# Solved: Sims 3 error message



## policeinabottle (Aug 2, 2009)

I recently installed the Sims 3, and all appeared to be fine. However, when i click on the shortcut icon, this error message pops up:
-----------------------------------------------------------------------
Sims3Launcher.exe - Application Error [x]

{x} The instruction at "0x7c918fea" referenced memory at 0x00000010". The memory could not be "written".

Click on OK to terminate the program
Click on CANCEL to debug the program

[ OK ] [ Cancel ]
-----------------------------------------------------------------------

No matter which one I click, nothing seems to happen.
My question is, how do I fix this error?


----------



## BG-0 (Jan 1, 1970)

Are you sure you meet the minimum system requirements for the game?

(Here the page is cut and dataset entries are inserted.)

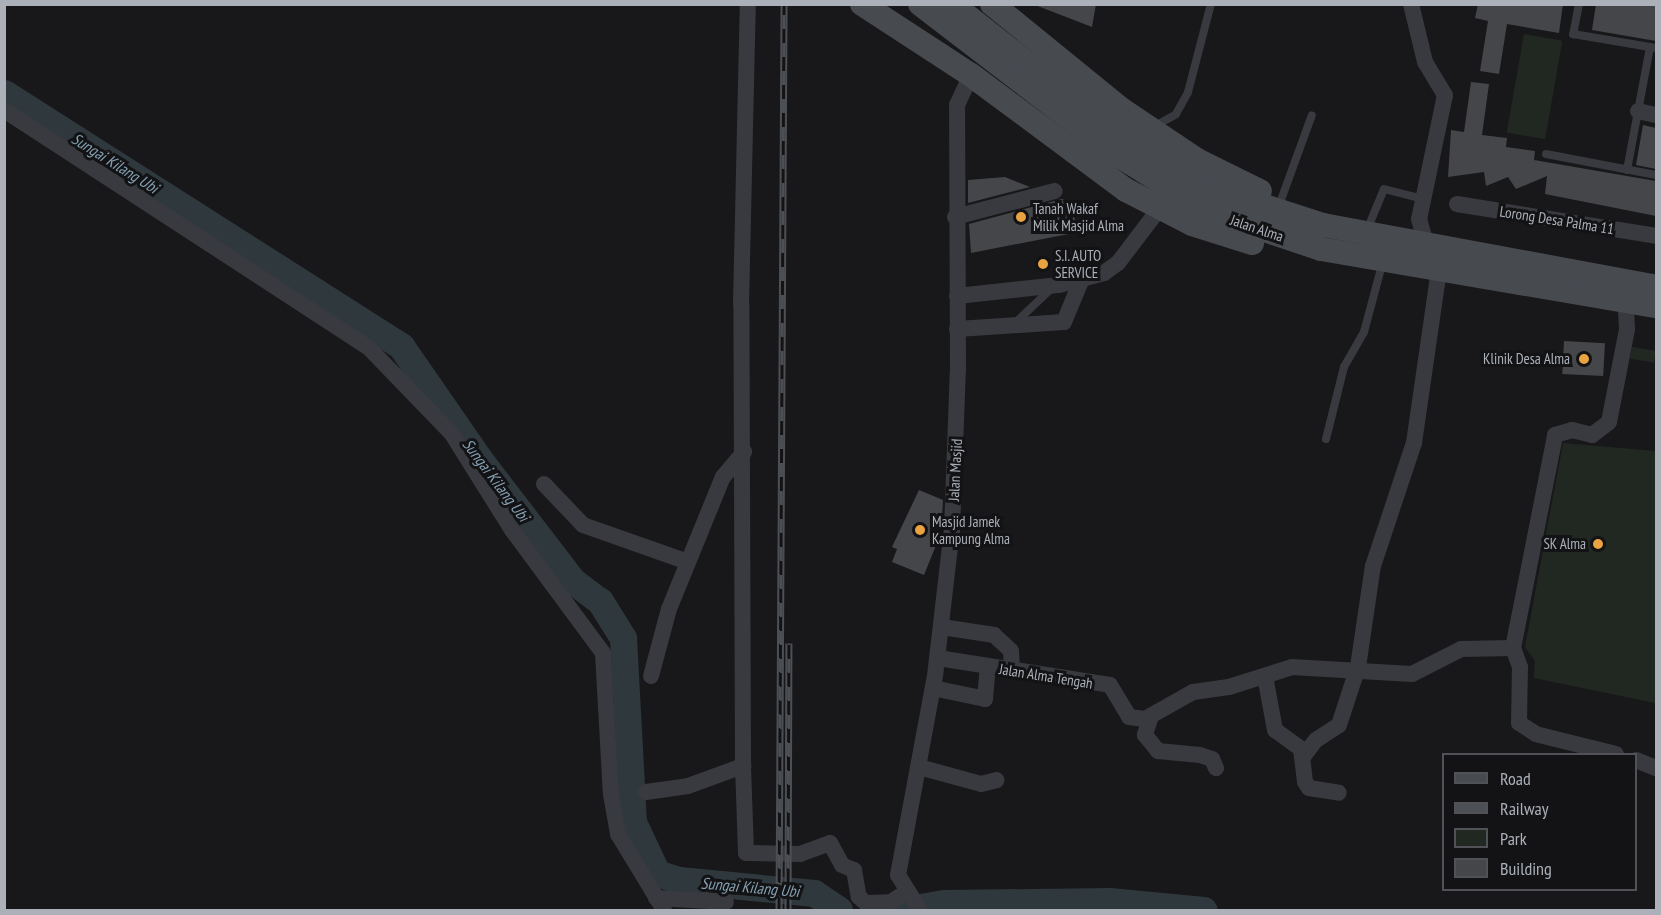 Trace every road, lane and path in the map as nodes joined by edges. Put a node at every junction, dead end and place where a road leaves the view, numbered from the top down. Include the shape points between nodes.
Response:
1 (748, 4) edge
2 (862, 4) edge
3 (920, 4) edge
4 (951, 4) edge
5 (992, 4) edge
6 (1211, 4) edge
7 (1411, 4) edge
8 (1579, 4) edge
9 (1653, 48) edge
10 (971, 75) junction
11 (4, 110) edge
12 (1638, 111) junction
13 (1312, 115) dead end
14 (1656, 115) edge
15 (1150, 128) junction
16 (1546, 153) dead end
17 (1627, 170) junction
18 (1656, 175) edge
19 (1055, 191) dead end
20 (1423, 199) junction
21 (1212, 200) junction
22 (1281, 200) junction
23 (1457, 204) dead end
24 (1159, 209) junction
25 (955, 218) junction
26 (1366, 234) junction
27 (1656, 236) edge
28 (1322, 237) junction
29 (1426, 244) junction
30 (1383, 261) junction
31 (1439, 270) junction
32 (1081, 281) junction
33 (1056, 286) junction
34 (1656, 287) edge
35 (957, 296) junction
36 (1617, 299) junction
37 (1656, 306) edge
38 (1012, 326) junction
39 (957, 329) junction
40 (1326, 439) dead end
41 (744, 452) junction
42 (544, 484) dead end
43 (687, 562) junction
44 (942, 627) junction
45 (1513, 648) junction
46 (938, 658) junction
47 (988, 667) junction
48 (1358, 667) junction
49 (1012, 670) junction
50 (651, 676) dead end
51 (1265, 676) junction
52 (933, 688) junction
53 (1151, 716) junction
54 (1612, 753) edge
55 (1303, 757) junction
56 (1637, 761) edge
57 (743, 766) junction
58 (919, 767) junction
59 (1216, 768) dead end
60 (1656, 768) edge
61 (997, 780) dead end
62 (646, 792) dead end
63 (1339, 793) dead end
64 (906, 895) junction
65 (726, 902) dead end
66 (656, 906) edge
67 (920, 910) edge

1 - 41 street via 741,304
2 - 10 main road
3 - 21 main road, Jalan Alma via 1113,152
4 - 21 main road, Jalan Alma via 1125,140
5 - 15 main road
6 - 15 lane via 1188,93 1176,114
7 - 20 street via 1425,62 1444,95
8 - 9 lane via 1573,34
9 - 12 lane
10 - 24 main road
10 - 25 street, Jalan Masjid via 957,105
11 - 66 street via 368,347 452,434 512,530 603,653 610,795 618,834
12 - 14 street
12 - 17 lane
13 - 22 lane
15 - 22 main road via 1197,160
16 - 17 lane
17 - 18 lane
19 - 25 street
20 - 26 lane via 1384,189
20 - 29 street via 1419,219
21 - 28 main road, Jalan Alma
22 - 28 main road
23 - 27 street, Lorong Desa Palma 11
24 - 28 main road via 1285,254
24 - 32 street via 1118,263
25 - 35 street, Jalan Masjid
26 - 28 main road, Jalan Alma
26 - 29 main road, Jalan Alma
28 - 30 main road, Jalan Alma
29 - 34 main road, Jalan Alma
30 - 31 main road, Jalan Alma
30 - 40 lane via 1364,332 1344,367
31 - 36 main road, Jalan Alma
31 - 48 street via 1414,443 1373,566
32 - 33 street
32 - 38 street via 1064,322
33 - 35 street
33 - 38 lane
35 - 39 street, Jalan Masjid
36 - 37 main road, Jalan Alma
36 - 45 street via 1626,307 1627,329 1609,422 1592,435 1572,430 1555,435
38 - 39 street
39 - 44 street, Jalan Masjid via 956,478
41 - 43 street via 723,477
41 - 57 street
42 - 43 street via 583,525
43 - 50 street via 654,651
44 - 46 street, Jalan Masjid
44 - 49 street via 994,635 1011,651
45 - 48 street via 1461,649 1412,674
45 - 54 street via 1520,667 1519,723 1536,734
46 - 47 street, Jalan Alma Tengah
46 - 52 street, Jalan Masjid
47 - 49 street, Jalan Alma Tengah
47 - 52 street via 985,699
48 - 51 street via 1292,667
48 - 55 street via 1339,725 1316,740
49 - 53 street, Jalan Alma Tengah via 1110,685 1129,717
51 - 53 street via 1193,692
51 - 55 street via 1275,730 1301,749
52 - 58 street, Jalan Masjid
53 - 59 street via 1146,735 1158,752 1200,755 1212,759
55 - 63 street via 1309,788
56 - 60 street
57 - 62 street via 688,786
57 - 64 street via 746,853 800,854 830,843 842,865 854,870 859,897 866,903 891,902
58 - 61 street via 981,784
58 - 64 street, Jalan Masjid via 898,875
64 - 67 street
65 - 66 street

Use http://www.systemrequirementslab.com/referrer/srtest to find out... Post both minimum and recommended results...


----------



## policeinabottle (Aug 2, 2009)

I think the problem might be bigger than that. When trying to download/install the 'system requirements lab' test, an error message would flash quickly before switching to "now downloading", after which nothing happened.

After trying a few other things, I don't think I can install anything, including the new Adobe Flash Player.

I ran Malwarebytes', but it didn't catch anything but a Trojan.Vundo.


----------



## policeinabottle (Aug 2, 2009)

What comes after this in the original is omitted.